Enquanto detiver seu arsenal, o país pode romper sua autoimposta proibição sem qualquer aviso. Em 1999, a Coreia do Norte aceitou uma trégua em seus testes com mísseis, mas acabou rompendo o acordo em 2006.
Kim Jong-un também usou a última reunião do Comitê Central para promover o sucesso de seu projeto estratégico nacional, resumido pelo que chamou de linha byungjin.
O conceito refere-se à combinação entre o desenvolvimento de uma força nuclear estatal poderosa e de economia mais próspera.

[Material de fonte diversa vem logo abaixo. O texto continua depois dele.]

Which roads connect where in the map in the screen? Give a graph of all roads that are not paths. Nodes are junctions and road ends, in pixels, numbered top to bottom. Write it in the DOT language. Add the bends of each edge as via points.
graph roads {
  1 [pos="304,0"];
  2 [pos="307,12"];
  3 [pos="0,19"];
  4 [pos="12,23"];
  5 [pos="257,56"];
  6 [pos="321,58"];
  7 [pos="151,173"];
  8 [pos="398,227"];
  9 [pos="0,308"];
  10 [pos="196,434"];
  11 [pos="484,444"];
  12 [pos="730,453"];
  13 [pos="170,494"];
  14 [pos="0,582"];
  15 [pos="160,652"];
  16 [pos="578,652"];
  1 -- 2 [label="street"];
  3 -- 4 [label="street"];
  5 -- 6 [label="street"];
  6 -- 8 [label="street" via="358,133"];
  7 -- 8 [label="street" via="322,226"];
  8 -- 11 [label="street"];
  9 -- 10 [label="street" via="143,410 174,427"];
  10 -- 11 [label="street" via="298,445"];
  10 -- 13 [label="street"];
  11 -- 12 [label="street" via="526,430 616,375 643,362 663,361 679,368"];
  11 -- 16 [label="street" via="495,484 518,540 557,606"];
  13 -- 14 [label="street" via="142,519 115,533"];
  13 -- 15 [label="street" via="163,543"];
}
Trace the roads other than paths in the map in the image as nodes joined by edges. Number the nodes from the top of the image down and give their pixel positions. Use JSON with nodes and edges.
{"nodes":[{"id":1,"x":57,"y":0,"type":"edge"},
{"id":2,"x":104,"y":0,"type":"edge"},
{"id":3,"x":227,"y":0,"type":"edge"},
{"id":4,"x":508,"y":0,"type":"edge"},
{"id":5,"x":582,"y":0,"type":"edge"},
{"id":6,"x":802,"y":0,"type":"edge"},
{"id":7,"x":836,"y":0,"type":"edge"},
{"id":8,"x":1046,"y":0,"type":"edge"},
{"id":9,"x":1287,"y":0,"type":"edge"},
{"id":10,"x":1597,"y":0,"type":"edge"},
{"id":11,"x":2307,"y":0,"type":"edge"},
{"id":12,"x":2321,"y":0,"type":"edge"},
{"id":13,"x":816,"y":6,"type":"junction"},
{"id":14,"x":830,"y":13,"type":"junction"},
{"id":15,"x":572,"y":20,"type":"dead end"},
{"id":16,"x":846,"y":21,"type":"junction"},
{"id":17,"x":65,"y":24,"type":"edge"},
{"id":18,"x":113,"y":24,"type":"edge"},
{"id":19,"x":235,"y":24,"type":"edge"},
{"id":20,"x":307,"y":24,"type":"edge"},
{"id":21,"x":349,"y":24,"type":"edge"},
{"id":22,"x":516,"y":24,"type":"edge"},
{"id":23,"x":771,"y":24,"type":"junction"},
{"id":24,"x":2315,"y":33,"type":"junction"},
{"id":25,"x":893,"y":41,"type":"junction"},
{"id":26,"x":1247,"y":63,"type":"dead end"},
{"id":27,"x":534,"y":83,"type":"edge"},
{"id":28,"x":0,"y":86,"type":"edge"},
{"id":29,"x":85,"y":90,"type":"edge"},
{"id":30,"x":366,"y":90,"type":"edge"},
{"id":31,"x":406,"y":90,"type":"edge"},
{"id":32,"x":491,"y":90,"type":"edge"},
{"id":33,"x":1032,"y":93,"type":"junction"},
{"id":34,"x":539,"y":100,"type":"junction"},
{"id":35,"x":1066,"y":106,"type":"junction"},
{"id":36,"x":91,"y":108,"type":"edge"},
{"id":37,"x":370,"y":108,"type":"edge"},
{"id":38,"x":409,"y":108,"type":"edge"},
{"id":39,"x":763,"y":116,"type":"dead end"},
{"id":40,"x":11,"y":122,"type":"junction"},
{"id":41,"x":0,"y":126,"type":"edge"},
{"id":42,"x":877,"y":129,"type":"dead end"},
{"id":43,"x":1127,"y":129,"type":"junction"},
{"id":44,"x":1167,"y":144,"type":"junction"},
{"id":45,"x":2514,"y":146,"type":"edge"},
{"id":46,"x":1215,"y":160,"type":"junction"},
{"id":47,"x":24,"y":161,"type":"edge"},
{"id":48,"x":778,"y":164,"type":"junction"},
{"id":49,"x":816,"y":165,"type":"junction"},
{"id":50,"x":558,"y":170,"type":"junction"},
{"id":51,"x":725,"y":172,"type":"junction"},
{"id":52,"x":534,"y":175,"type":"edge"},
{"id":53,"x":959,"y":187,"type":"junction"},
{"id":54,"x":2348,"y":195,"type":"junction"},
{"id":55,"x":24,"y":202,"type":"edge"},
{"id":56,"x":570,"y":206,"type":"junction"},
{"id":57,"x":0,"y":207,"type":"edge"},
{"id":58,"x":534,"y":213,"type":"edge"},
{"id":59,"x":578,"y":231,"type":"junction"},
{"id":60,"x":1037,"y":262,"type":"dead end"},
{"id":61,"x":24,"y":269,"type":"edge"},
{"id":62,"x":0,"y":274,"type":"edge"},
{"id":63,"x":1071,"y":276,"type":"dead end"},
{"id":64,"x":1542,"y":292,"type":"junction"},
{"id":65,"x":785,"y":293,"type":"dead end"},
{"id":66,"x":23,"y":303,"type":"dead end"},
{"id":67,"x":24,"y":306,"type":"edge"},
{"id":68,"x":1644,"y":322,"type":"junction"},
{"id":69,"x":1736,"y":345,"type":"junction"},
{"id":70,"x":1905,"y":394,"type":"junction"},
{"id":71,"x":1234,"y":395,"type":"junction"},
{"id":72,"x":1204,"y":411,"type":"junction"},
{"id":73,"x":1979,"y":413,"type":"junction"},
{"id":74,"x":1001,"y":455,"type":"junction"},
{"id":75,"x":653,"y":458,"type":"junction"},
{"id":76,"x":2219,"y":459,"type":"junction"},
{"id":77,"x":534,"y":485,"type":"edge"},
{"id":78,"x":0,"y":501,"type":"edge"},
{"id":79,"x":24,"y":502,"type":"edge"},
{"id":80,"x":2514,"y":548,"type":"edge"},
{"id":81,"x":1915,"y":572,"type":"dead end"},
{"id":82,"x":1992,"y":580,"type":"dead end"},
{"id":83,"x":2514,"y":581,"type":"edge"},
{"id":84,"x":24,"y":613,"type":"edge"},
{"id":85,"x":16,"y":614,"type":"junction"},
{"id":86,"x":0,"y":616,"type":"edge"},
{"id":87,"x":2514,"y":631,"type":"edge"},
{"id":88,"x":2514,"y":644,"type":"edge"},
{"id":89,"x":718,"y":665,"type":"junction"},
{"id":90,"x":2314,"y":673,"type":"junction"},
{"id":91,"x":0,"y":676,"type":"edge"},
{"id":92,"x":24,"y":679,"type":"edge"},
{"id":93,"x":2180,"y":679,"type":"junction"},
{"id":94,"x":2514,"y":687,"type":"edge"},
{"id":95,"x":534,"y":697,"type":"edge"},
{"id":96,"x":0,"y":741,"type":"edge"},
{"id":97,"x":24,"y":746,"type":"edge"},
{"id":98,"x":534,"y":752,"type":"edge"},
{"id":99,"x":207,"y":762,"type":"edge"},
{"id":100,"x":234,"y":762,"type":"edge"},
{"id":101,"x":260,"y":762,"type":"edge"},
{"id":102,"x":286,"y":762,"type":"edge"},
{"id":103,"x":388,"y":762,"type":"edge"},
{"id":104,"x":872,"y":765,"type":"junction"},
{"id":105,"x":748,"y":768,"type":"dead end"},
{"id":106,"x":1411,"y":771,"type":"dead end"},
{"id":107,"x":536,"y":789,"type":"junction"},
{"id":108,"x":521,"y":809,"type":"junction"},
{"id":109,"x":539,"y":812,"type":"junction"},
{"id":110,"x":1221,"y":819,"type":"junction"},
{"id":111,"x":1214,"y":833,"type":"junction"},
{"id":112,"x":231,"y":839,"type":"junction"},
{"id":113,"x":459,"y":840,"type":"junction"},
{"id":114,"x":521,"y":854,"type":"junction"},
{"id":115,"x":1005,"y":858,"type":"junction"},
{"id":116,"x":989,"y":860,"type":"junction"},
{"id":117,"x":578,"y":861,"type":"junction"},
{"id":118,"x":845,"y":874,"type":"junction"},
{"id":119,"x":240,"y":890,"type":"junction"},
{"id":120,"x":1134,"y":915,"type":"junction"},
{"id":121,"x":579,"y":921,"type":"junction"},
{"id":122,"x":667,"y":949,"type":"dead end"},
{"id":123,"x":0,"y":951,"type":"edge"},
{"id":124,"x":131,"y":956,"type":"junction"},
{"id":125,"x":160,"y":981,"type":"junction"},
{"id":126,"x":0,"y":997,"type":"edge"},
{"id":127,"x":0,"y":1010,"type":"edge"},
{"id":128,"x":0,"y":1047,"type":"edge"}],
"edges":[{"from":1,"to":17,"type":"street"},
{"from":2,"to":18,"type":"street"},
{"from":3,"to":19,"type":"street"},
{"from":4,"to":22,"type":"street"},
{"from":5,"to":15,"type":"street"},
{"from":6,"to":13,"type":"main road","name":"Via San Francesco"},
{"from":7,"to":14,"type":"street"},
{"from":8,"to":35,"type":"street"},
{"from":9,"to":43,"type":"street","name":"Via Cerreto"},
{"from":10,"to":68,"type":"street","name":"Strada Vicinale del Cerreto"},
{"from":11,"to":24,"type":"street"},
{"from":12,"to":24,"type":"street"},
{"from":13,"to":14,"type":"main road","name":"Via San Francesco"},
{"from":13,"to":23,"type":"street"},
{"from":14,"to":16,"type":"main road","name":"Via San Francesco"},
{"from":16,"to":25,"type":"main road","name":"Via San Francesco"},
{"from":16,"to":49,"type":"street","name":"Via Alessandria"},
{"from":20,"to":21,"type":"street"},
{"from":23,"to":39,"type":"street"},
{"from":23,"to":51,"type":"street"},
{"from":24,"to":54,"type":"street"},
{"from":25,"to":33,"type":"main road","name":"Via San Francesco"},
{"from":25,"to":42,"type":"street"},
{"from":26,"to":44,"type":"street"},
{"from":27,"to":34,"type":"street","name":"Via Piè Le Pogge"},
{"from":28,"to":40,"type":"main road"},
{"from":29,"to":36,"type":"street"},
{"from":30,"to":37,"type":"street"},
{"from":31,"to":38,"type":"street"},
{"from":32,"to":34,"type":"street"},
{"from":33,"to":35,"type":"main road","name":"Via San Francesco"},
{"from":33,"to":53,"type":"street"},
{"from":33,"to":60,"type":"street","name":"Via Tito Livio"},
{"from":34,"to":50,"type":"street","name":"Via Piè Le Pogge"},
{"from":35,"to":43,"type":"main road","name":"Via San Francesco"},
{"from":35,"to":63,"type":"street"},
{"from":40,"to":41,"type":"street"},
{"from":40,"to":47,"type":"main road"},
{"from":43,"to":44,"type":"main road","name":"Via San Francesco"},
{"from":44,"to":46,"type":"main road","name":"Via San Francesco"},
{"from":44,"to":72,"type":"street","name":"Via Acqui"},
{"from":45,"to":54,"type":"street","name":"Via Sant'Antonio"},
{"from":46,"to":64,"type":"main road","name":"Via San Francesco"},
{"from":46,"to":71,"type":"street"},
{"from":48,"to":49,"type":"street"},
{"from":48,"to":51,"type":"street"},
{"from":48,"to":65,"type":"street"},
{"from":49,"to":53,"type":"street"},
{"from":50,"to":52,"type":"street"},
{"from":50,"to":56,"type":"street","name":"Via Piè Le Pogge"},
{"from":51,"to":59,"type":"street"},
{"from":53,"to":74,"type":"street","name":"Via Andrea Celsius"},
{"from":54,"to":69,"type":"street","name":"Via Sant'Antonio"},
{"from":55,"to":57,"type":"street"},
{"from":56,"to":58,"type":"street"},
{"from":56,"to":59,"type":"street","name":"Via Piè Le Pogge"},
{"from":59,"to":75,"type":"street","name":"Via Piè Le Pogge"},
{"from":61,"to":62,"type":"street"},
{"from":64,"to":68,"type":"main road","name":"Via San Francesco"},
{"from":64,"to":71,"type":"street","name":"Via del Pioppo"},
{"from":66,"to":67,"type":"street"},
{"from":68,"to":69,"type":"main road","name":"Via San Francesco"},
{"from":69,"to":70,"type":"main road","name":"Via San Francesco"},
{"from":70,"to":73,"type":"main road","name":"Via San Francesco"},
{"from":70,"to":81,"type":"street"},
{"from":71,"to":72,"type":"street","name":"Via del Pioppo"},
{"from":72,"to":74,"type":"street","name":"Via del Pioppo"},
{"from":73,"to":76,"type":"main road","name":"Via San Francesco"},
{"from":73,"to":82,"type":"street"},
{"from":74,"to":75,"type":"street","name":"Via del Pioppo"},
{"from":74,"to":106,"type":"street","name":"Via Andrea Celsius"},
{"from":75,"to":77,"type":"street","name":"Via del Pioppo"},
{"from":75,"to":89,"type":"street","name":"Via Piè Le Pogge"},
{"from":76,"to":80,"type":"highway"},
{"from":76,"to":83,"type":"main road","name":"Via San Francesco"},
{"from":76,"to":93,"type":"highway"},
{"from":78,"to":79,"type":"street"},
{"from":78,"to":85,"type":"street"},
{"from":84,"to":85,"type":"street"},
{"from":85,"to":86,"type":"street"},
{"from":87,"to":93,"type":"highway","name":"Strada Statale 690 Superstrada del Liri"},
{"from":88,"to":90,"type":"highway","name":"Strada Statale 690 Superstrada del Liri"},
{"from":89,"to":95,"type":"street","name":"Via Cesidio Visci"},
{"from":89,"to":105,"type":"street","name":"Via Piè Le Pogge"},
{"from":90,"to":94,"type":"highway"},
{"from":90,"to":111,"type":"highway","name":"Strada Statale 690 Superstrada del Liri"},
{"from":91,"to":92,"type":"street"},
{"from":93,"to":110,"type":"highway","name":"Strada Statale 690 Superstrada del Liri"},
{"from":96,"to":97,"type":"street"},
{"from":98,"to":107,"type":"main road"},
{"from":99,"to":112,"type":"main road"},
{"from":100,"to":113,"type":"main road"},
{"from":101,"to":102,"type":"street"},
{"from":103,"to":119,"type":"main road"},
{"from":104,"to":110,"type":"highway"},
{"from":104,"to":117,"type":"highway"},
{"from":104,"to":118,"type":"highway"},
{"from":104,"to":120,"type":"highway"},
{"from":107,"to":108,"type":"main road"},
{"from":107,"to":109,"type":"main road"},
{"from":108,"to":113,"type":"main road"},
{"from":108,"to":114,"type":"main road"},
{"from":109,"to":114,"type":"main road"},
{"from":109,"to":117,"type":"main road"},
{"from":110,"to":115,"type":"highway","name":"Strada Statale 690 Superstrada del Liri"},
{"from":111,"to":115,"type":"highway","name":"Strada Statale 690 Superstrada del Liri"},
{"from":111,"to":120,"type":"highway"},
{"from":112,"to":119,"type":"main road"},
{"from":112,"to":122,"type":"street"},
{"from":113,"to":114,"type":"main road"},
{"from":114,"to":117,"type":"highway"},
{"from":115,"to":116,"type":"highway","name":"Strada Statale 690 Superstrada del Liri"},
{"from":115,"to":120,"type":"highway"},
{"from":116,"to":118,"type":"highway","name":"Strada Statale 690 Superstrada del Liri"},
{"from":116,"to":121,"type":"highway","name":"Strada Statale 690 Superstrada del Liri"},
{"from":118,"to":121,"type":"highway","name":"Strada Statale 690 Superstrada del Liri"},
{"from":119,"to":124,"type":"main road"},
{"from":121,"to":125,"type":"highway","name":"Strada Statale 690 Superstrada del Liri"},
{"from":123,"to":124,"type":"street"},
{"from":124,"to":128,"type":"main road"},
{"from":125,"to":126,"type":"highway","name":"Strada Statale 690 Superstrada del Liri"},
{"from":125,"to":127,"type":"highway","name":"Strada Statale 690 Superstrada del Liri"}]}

Neste sábado, Kim afirmou claramente que, com a interrupção dos testes nucleares, concentrará todos os seus esforços em "construir uma economia socialista poderosa e melhorar significativamente a qualidade de vida da população".
É de se pressupor, portanto, que a Coreia do Norte busque alívio das sanções internacionais nas próximas cúpulas para alcançar tal objetivo, como uma espécie de moeda de troca pela decisão tomada.
Cúpulas importantes
As concessões anunciadas pelo líder norte-coreano ocorrem às vésperas de duas cúpulas importantes, uma com o presidente da Coreia do Sul, Moon Jae-in, e outra com a dos Estados Unidos, Donald Trump.
O encontro entre Kim e Trump acontecerá apenas alguns meses depois que eles trocaram insultos.
Muitos podem se questionar por que o líder norte-coreano toparia se encontrar com o presidente americano.
A resposta é simples: para Kim Jong-un, o encontro é por si só uma vitória - algo que nem seu avô nem seu pai conseguiram alcançar durante seus mandatos.
No final, o que a Coreia do Norte perde ao desmontar seu local de testes nucleares e submeter-se a uma moratória unilateral no lançamento de mísseis balísticos intercontinentais é inteiramente tolerável comparado ao que Kim Jong-un ganha ao sentar-se junto com Trump.
Vale lembrar que, no anúncio oficial deste sábado, não há nenhuma indicação sobre quaisquer intenções de "desnuclearização" por parte do país.
Embora Trump tenha elogiado a iniciativa de Kim como "um grande progresso", quanto mais rápido ele reconhecer os reais objetivos do líder norte-coreano, melhor.
*Ankit Panda é editor-sênior na revista The Diplomata e membro da Federação de Cientistas Americanos.